PROBLEM TO SOLVE: Copy out each line of the data holding "align".

########

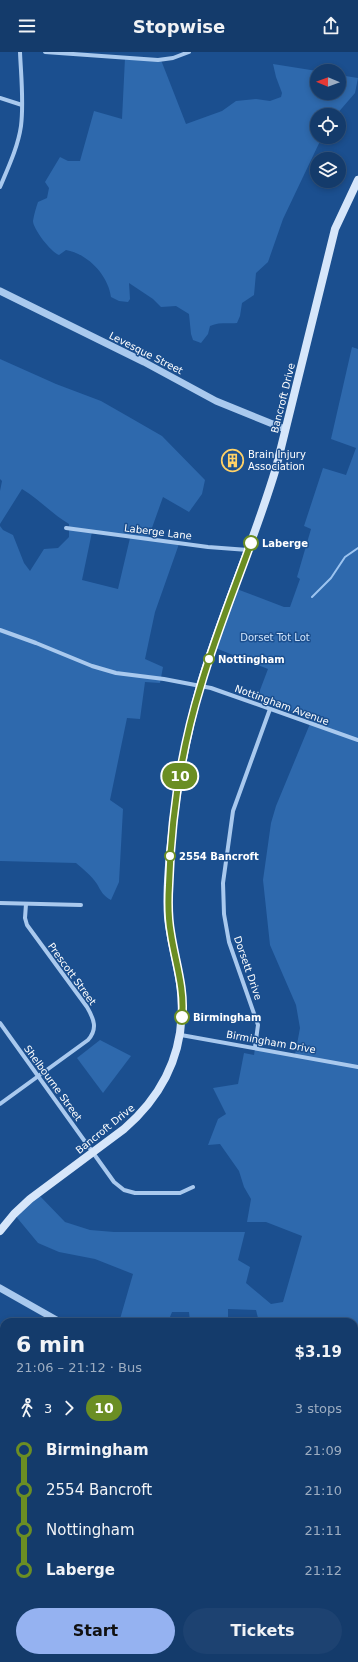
<!DOCTYPE html>
<meta charset="utf-8">
<style>
:root{--surface:#143b6b;--page:#1d4271;--text:#f1f3f6;--muted:#9dadc1;--line:#33557e;--accent:#95b2f1}
body{margin:0;font-family:"DejaVu Sans",sans-serif;background:var(--page);color:var(--text);height:100vh;display:flex;flex-direction:column;font-size:15px;white-space:nowrap}
*{box-sizing:border-box;margin:0}
p{font-size:13px;color:var(--muted)}
.icon{flex:none;width:22px;height:22px;fill:none;stroke:currentColor;stroke-width:2;stroke-linecap:round;stroke-linejoin:round}
.map{position:relative;flex:1;overflow:hidden}
.details{position:absolute;left:0px;top:1266px;width:358px;height:344px;display:flex;flex-direction:column;background:var(--surface);border-radius:12px 12px 0 0;box-shadow:0 2px 6px #0003,0 0 0 1px var(--line)}
.details>*{flex:none}
.badge{padding:0 8px;border-radius:13px;font-size:14px;line-height:26px}
.needle{width:26px;rotate:271deg}
.controls{position:absolute;left:310px;top:12px;display:grid;gap:8px}
.controls a{display:grid;place-items:center;width:36px;height:36px;border-radius:50%;background:var(--surface);box-shadow:0 2px 6px #0003,0 0 0 1px var(--line);font-size:20px}
.map>.badge{position:absolute;translate:-50% -50%;box-shadow:0 0 0 2px #fff}
.legs{display:flex;align-items:center;gap:6px;height:44px;padding:0 16px;font-size:13px}
.legs p{margin-inline-start:auto}
.overview{display:flex;align-items:center;justify-content:space-between;height:68px;padding:0 16px}
h1{font-size:22px;font-weight:700;line-height:30px}
.button{display:flex;gap:8px;margin-top:auto;padding:8px 16px}
.button a{flex:1;height:46px;border-radius:24px;background:var(--accent);color:#111;font-size:16px;font-weight:700;line-height:46px;text-align:center}
.button a+a{background:var(--page);color:var(--text)}
ul{padding:0 16px;list-style:none}
li{display:flex;align-items:center;gap:14px;height:40px;font-size:15px}
li i{display:grid;place-items:center;width:6px;height:100%;margin:0 5px;background:currentColor}
li i::after{content:'';width:10px;height:10px;margin:-5px;border:3px solid;border-radius:50%;background:var(--surface)}
li p{margin-inline-start:auto}
li:first-child i{background:linear-gradient(#0000 50%,currentColor 0)}
li:last-child i{background:linear-gradient(currentColor 50%,#0000 0)}
header{display:flex;justify-content:space-between;align-items:center;height:52px;padding:0 16px;background:var(--surface);font-size:18px;font-weight:700}
.map>svg:first-child{display:block}
.green{fill:#2e69ad;fill-rule:evenodd}
.lines{fill:none;stroke-linecap:round;stroke-linejoin:round}
.stream{stroke:#9cc4f0;stroke-width:2}
.minor{stroke:#a9c9ee;stroke-width:4}
.tertiary{stroke:#a9c9ee;stroke-width:7}
.secondary{stroke:#d6e6fa;stroke-width:8}
.rail{stroke:#fff;stroke-width:2;stroke-dasharray:7 3;stroke-linecap:butt}
.line-1-casing{stroke:#fff;stroke-width:9}
.line-1{stroke:#6b8e23;stroke-width:6}
.stop-1-dot{fill:#fff;stroke:#6b8e23;stroke-width:2}
.labels{text-anchor:middle;dominant-baseline:central;stroke-width:3;stroke-linejoin:round;paint-order:stroke}
.street-label{font-size:10px;fill:#fff;stroke:#1b4f8f}
.poi-label{font-size:10px;fill:#fff;stroke:#1b4f8f;text-anchor:start}
.stop-label{font-size:10px;font-weight:bold;fill:#fff;stroke:#1b4f8f;text-anchor:start}
.park-label{font-size:10px;fill:#cfe3fa;stroke:#1b4f8f}
</style>
<header><svg class="icon" aria-label="menu" viewBox="0 0 24 24"><path d="M4 6h16M4 12h16M4 18h16"/></svg>Stopwise<svg class="icon" aria-label="share" viewBox="0 0 24 24"><path d="M12 15V3M7 8l5-5 5 5M5 13v7h14v-7"/></svg></header>
<div class="map">
<svg width="358" height="1610" viewBox="0 0 358 1610">
<rect width="100%" height="100%" fill="#1b4f8f"/>
<g class="green">
<path d="M125 6 161 8 186 72 222 59 236 49 256 47 270 49 281 45 282 41 276 25 273 12 317 19V41H339V23L358 26 355 41 336 63H317V85H322L283 167 268 210 256 221 254 243 242 251 240 264 237 271C226 272 219 270 210 274L208 282 201 291 193 288 191 282 189 262 176 254 161 255 153 247 129 231 130 247 128 250 119 249 111 245C108 223 88 202 66 198L59 203C51 200 33 177 33 169 34 162 36 156 38 150L47 146 49 136 45 130 60 105 68 109H80L94 59 122 67Z"/>
<polygon points="352,295 358,297 358,1334 354,1334 354,1270 259,1270 256,1258 228,1257 228,1270 190,1270 189,1260 172,1260 168,1270 123,1270 120,1267 133,1222 95,1207 59,1200 38,1191 14,1162 37,1141 65,1170 90,1178 114,1180 245,1180 238,1208 250,1215 246,1231 271,1252 283,1250 302,1184 266,1170 247,1170 251,1147 244,1135 239,1119 220,1092 208,1093 218,1067 226,1062 213,1036 238,1032 244,1001 254,1003 255,996 295,1003 300,976 296,953 270,893 263,828 271,771 276,754 312,667 257,646 268,617 213,595 234,536 284,555 290,555 300,527 297,525 311,477 304,474 323,416 346,423 356,396 331,387"/>
<path d="M0 307 56 332 101 349 129 365 162 384 205 428 202 442 189 460 163 445 148 487 179 492 155 560 145 607 163 615 160 631 145 630 140 667 127 666 110 748 123 757 119 830 111 848C103 844 101 839 97 832 91 823 83 817 76 811L0 809V474L3 478 13 483 24 511 30 519 44 497 58 496 69 485V472C52 462 39 447 22 437L0 472V439L2 429 0 427ZM92 480 130 486 118 537 82 528Z"/>
<polygon points="100,988 131,1004 103,1041 77,1006"/>
<polygon points="354,1560 358,1561 358,1592 354,1592"/>
</g>
<g class="lines">
<g class="stream">
<polyline points="312,545 331,526 345,505 358,496"/>
<polyline points="354,1574 358,1575"/>
</g>
<g class="minor">
<polyline points="45,0 158,8 173,6 189,0"/>
<polyline points="0,46 22,53"/>
<path d="M0 135C8 116 18 95 21 74 24 50 21 24 20 0"/>
<polyline points="66,476 208,495 248,498"/>
<polyline points="0,578 36,591 92,614 116,621 164,627 211,636 358,688"/>
<polyline points="0,851 81,853"/>
<polyline points="0,971 114,1130 124,1138 135,1141 180,1141 193,1135"/>
<polyline points="181,983 358,1015"/>
<polyline points="255,995 258,973 229,890 224,862 223,831 233,759 270,657"/>
<path d="M0 1052 88 988C98 977 94 967 87 955L27 873 25 866 26 852"/>
<polyline points="0,1390 4,1391"/>
<polyline points="0,1478 4,1479"/>
<polyline points="0,1565 4,1565"/>
<polyline points="150,1610 152,1606"/>
</g>
<g class="tertiary">
<polyline points="0,239 144,310 216,349 285,377"/>
<polyline points="0,1236 60,1270"/>
<polyline points="354,1382 358,1382"/>
</g>
<path class="secondary" d="M0 1179 14 1162 30 1147 124 1077C169 1038 188 989 180 931 177 909 170 888 168 865 166 838 169 809 172 782 177 732 187 682 200 634 222 560 254 490 276 416L335 177 358 128"/>
<g class="rail">
<polyline points="354,1486 358,1483"/>
<polyline points="242,1610 245,1606"/>
</g>
</g>
<g class="lines">
<defs>
<path id="line-1" d="M182 965C185 937 175 909 171 882 168 866 168 849 169 833 171 766 181 698 201 633 215 585 234 538 251 491"/>
</defs>
<use href="#line-1" class="line-1-casing"/>
<use href="#line-1" class="line-1"/>
</g>
<defs>
<symbol id="building-ring" viewBox="-11 -11 22 22"><circle r="9.5" fill="#1b4f8f" stroke="#ffd166" stroke-width="1.5"/><path d="M-4-6H4V6H1V3H-1V6H-4ZM-2.5-4.3h1.7v1.8h-1.7ZM.8-4.3h1.7v1.8H.8ZM-2.5-1h1.7V.8h-1.7ZM.8-1h1.7V.8H.8Z" fill="#ffd166"/></symbol>
</defs>
<g fill-rule="evenodd">
<use href="#building-ring" x="220" y="396" width="25" height="25"/>
</g>
<g class="stop-1-dot">
<circle cx="251" cy="491" r="7"/>
<circle cx="209" cy="607" r="5"/>
<circle cx="170" cy="804" r="5"/>
<circle cx="182" cy="965" r="7"/>
</g>
<g class="labels">
<g class="street-label">
<text transform="translate(146 301) rotate(27)">Levesque Street</text>
<text transform="translate(283 346) rotate(-76)">Bancroft Drive</text>
<text transform="translate(158 480) rotate(7)">Laberge Lane</text>
<text transform="translate(282 653) rotate(20)">Nottingham Avenue</text>
<text transform="translate(248 916) rotate(71)">Dorsett Drive</text>
<text transform="translate(72 922) rotate(54)">Prescott Street</text>
<text transform="translate(271 990) rotate(10)">Birmingham Drive</text>
<text transform="translate(53 1031) rotate(54)">Shelbourne Street</text>
<text transform="translate(105 1077) rotate(-39)">Bancroft Drive</text>
</g>
<g class="poi-label">
<text x="248" y="402">Brain Injury<tspan x="248" dy="12">Association</tspan></text>
</g>
<g class="stop-label">
<text x="262" y="491">Laberge</text>
<text x="218" y="607">Nottingham</text>
<text x="179" y="804">2554 Bancroft</text>
<text x="193" y="965">Birmingham</text>
</g>
<g class="park-label">
<text x="275" y="585">Dorset Tot Lot</text>
</g>
</g>
</svg>
<div class="controls">
<a><svg class="needle" viewBox="-14 -14 28 28"><path d="M0-13l5 13h-10z" fill="#e53935"/><path d="M0 13l5-13h-10z" fill="#9dadc1"/></svg></a>
<a><svg class="icon" aria-label="locate" viewBox="0 0 24 24"><circle cx="12" cy="12" r="6"/><path d="M12 2v4M12 18v4M2 12h4M18 12h4"/></svg></a>
<a><svg class="icon" aria-label="layers" viewBox="0 0 24 24"><path d="M12 4l9 5-9 5-9-5zM3 14l9 5 9-5"/></svg></a>
</div>
<b class="badge" style="left:180px;top:724px;background:#6b8e23;color:#fff">10</b>
<section class="details">
<div class="overview"><div><h1>6 min</h1><p>21:06 – 21:12 · Bus</p></div><b>$3.19</b></div>
<div class="legs"><svg class="icon" aria-label="walk" viewBox="0 0 24 24"><circle cx="13" cy="4" r="2"/><path d="M13 8l-2 6 4 7M11 14l-3 7M7 12l3-4h3l4 4"/></svg>3<svg class="icon" aria-label="forward" viewBox="0 0 24 24"><path d="M9 5l7 7-7 7"/></svg><b class="badge" style="background:#6b8e23;color:#fff">10</b><p>3 stops</p></div>
<ul>
<li><i style="color:#6b8e23"></i><b>Birmingham</b><p>21:09</p></li>
<li><i style="color:#6b8e23"></i><span>2554 Bancroft</span><p>21:10</p></li>
<li><i style="color:#6b8e23"></i><span>Nottingham</span><p>21:11</p></li>
<li><i style="color:#6b8e23"></i><b>Laberge</b><p>21:12</p></li>
</ul>
<div class="button"><a>Start</a><a>Tickets</a></div>
</section>
</div>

########

REPLY TO THE TASK:
.legs{display:flex;align-items:center;gap:6px;height:44px;padding:0 16px;font-size:13px}
.overview{display:flex;align-items:center;justify-content:space-between;height:68px;padding:0 16px}
.button a{flex:1;height:46px;border-radius:24px;background:var(--accent);color:#111;font-size:16px;font-weight:700;line-height:46px;text-align:center}
li{display:flex;align-items:center;gap:14px;height:40px;font-size:15px}
header{display:flex;justify-content:space-between;align-items:center;height:52px;padding:0 16px;background:var(--surface);font-size:18px;font-weight:700}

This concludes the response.